WHAT THE EXERCISE ASKS
Count the lines below that contain "Buozzi". Give only the number.
· · ·
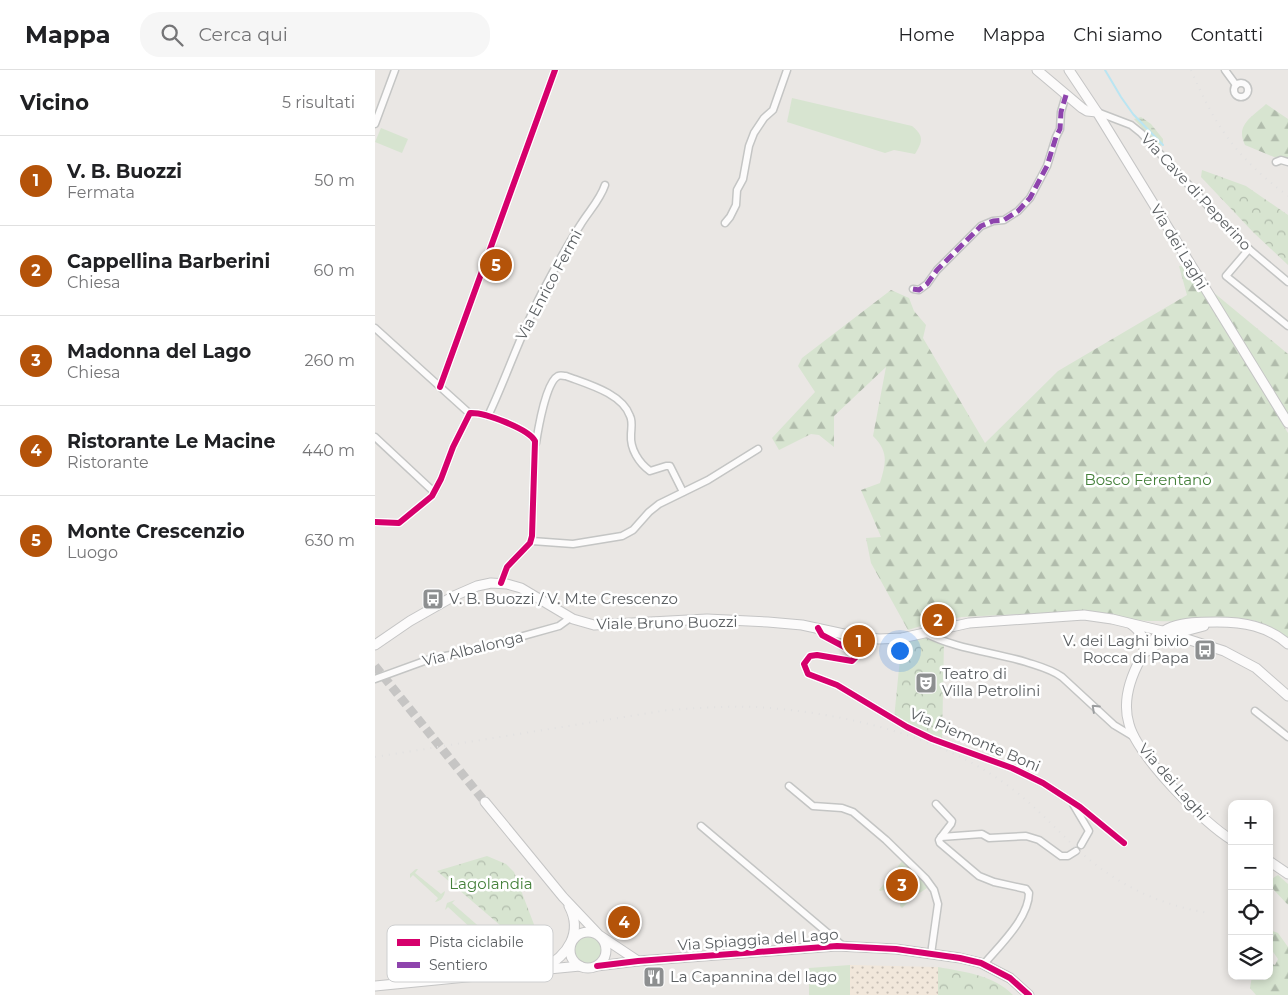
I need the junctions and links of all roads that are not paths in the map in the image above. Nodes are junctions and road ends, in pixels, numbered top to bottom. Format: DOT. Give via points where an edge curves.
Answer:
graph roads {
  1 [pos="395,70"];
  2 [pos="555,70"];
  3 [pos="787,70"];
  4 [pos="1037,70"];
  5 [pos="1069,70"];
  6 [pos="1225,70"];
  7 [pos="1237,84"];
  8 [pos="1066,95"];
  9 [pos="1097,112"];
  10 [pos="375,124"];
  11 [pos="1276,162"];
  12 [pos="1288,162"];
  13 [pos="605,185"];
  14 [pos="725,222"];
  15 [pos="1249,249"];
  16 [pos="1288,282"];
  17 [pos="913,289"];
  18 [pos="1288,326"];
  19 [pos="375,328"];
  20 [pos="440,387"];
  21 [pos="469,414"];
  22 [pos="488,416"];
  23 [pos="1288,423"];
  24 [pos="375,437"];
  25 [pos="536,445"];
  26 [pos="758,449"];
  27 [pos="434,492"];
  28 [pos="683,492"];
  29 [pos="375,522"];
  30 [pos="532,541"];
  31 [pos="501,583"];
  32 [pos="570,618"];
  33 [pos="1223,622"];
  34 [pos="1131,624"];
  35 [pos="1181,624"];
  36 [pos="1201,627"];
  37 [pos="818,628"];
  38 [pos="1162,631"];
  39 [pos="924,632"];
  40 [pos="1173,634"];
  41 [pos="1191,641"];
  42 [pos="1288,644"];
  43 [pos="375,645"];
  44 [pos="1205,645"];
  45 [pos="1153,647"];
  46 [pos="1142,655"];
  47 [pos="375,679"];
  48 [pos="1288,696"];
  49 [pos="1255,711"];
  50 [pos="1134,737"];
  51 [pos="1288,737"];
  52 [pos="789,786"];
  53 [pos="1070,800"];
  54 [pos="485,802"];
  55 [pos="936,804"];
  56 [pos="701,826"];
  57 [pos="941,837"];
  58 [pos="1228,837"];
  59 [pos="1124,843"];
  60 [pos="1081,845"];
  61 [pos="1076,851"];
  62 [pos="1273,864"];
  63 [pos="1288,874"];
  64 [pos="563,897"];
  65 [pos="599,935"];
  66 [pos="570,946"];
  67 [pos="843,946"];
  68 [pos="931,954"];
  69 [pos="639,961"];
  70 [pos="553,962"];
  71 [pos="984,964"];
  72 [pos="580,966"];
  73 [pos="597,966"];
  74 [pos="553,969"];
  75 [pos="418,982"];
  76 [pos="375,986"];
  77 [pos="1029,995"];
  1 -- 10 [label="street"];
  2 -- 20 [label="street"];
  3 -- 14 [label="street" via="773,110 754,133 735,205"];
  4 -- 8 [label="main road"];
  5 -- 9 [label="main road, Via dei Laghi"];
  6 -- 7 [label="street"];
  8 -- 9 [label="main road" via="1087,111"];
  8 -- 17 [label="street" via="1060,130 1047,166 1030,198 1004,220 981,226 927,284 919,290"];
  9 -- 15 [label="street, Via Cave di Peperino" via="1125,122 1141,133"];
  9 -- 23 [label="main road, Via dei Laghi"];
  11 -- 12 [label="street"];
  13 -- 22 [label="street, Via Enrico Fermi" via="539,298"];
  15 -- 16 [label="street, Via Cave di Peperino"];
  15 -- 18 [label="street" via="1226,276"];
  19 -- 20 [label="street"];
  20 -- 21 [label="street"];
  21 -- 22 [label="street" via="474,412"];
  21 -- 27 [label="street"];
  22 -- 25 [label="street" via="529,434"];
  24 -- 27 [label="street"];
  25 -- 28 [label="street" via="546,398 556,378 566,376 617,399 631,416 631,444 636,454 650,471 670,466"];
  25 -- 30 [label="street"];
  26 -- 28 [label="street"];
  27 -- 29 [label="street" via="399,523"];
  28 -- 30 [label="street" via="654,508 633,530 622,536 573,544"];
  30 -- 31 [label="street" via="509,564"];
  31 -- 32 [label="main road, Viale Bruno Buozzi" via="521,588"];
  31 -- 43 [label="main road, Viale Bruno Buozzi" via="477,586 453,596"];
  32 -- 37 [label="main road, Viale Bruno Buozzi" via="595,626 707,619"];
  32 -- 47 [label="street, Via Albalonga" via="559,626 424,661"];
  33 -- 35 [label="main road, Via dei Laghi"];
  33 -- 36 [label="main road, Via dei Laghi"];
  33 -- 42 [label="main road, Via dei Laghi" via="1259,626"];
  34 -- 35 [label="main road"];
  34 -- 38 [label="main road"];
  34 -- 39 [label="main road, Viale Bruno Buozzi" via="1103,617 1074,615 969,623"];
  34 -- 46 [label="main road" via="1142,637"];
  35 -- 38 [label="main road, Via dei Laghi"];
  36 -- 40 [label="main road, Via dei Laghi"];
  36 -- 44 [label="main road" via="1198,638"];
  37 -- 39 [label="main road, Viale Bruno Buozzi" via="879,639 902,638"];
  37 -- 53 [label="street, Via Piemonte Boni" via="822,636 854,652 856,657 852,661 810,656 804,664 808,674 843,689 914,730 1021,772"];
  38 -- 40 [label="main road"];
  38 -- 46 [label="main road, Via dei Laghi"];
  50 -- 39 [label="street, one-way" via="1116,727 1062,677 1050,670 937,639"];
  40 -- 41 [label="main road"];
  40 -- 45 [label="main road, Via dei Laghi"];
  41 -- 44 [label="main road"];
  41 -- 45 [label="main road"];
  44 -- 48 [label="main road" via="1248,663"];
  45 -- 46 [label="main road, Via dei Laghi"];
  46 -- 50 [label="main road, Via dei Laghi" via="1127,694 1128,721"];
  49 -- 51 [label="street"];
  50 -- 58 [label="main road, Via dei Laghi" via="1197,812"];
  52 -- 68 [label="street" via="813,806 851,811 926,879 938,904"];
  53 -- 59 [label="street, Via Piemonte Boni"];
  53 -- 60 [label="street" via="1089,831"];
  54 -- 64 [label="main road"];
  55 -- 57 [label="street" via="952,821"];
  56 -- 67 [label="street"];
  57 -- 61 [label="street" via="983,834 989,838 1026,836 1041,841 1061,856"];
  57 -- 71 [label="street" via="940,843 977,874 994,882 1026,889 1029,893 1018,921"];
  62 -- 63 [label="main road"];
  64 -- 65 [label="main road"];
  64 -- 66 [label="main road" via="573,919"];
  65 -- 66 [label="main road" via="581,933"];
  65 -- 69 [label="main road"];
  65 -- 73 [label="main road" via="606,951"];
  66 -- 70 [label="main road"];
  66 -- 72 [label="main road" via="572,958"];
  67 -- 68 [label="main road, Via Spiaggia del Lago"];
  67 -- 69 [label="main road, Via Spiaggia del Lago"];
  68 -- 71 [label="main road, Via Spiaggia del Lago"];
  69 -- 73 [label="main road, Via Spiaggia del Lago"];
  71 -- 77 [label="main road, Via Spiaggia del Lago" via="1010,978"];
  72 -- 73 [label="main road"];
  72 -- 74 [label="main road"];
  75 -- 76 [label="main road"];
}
· · ·
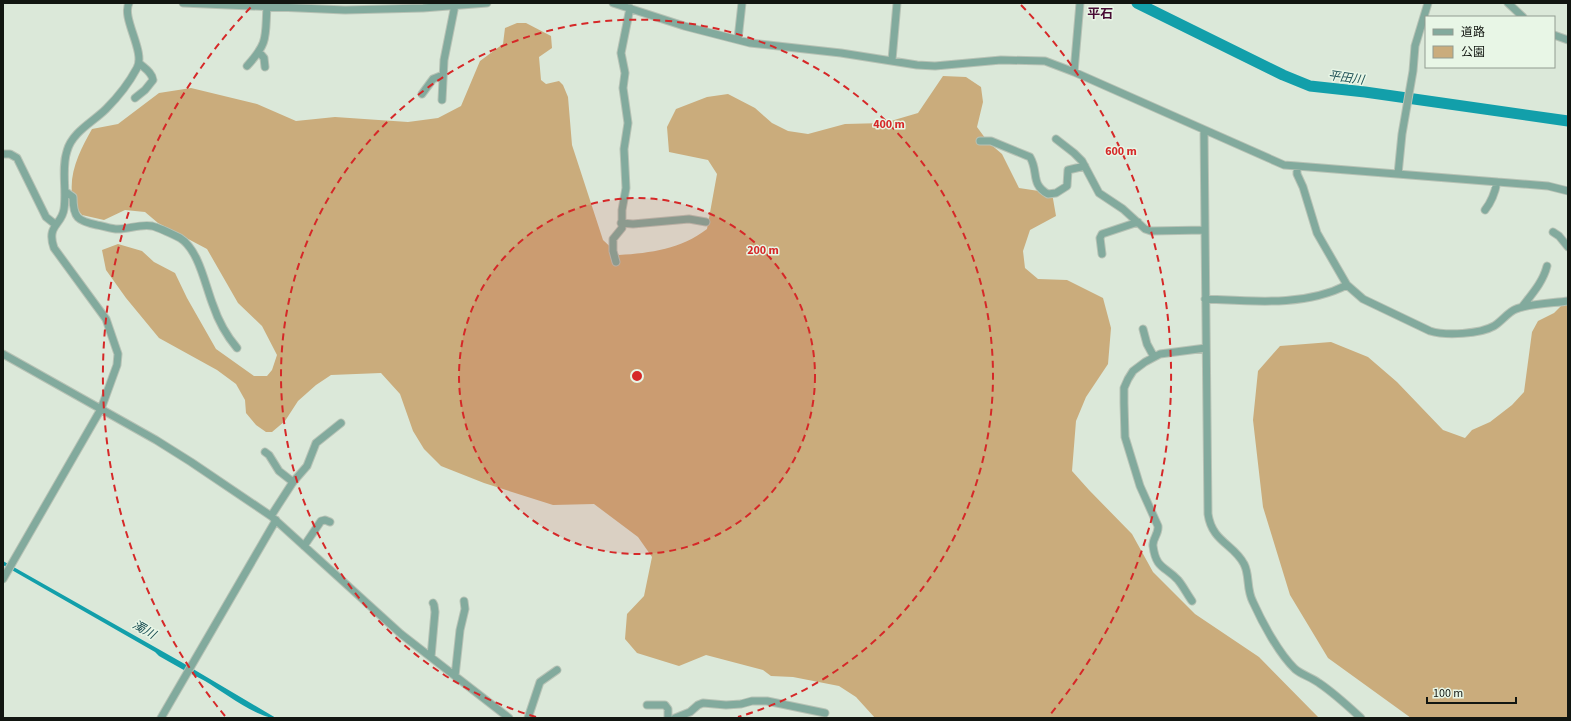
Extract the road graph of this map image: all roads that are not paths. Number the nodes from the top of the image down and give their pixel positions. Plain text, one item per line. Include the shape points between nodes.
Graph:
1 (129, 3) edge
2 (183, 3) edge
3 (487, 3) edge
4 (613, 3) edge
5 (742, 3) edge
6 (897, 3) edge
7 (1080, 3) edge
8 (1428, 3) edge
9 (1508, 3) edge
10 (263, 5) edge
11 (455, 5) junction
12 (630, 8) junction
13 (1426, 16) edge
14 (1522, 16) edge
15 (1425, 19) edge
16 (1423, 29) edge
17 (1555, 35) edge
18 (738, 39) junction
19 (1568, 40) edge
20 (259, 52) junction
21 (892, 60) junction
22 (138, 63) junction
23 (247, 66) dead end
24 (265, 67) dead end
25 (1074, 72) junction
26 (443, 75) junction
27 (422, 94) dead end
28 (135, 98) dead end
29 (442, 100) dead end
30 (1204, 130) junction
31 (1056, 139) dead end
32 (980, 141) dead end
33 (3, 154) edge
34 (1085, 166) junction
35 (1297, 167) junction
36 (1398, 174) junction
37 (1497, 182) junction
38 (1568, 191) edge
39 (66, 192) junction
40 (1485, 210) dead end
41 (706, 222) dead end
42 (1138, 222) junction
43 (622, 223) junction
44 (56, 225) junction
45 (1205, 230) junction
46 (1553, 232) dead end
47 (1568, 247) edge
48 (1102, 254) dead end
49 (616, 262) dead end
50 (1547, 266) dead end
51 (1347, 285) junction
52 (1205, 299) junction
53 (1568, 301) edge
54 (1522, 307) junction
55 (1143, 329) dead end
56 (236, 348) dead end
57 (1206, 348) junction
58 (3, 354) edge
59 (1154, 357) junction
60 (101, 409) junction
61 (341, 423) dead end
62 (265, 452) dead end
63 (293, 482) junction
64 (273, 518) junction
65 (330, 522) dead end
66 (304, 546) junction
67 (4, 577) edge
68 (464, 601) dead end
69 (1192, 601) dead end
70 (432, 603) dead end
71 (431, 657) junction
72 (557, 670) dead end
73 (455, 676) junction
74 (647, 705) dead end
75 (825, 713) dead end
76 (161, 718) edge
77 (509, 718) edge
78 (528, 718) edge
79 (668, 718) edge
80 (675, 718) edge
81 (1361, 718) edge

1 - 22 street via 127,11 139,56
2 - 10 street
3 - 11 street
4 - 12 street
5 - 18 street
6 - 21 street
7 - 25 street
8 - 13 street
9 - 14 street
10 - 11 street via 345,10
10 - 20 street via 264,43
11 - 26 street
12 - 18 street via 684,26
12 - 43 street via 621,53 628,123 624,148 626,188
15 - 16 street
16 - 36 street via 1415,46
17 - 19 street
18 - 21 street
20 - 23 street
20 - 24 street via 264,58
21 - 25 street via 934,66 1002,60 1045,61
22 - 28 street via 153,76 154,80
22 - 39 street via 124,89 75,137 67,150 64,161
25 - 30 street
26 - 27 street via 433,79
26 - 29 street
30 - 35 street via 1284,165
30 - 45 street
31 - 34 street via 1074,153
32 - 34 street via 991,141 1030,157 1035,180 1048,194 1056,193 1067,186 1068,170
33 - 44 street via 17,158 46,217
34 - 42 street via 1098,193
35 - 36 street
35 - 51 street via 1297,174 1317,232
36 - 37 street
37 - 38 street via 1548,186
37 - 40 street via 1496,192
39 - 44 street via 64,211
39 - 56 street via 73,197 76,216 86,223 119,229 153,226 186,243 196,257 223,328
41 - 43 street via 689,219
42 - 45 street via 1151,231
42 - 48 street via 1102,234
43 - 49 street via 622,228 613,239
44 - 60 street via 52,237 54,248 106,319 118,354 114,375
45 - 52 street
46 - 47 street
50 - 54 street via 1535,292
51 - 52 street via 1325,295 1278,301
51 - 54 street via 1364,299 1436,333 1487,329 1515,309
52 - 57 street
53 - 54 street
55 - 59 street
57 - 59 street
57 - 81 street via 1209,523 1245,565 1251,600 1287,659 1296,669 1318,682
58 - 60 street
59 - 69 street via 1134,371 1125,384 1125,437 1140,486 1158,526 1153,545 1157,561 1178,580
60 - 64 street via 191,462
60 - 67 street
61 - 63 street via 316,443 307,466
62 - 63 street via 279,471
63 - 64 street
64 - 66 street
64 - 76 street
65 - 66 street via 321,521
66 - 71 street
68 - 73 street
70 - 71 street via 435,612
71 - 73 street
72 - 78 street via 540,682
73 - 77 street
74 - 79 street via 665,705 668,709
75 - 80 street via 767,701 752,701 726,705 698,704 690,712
· · ·
SOLUTION BELOW
5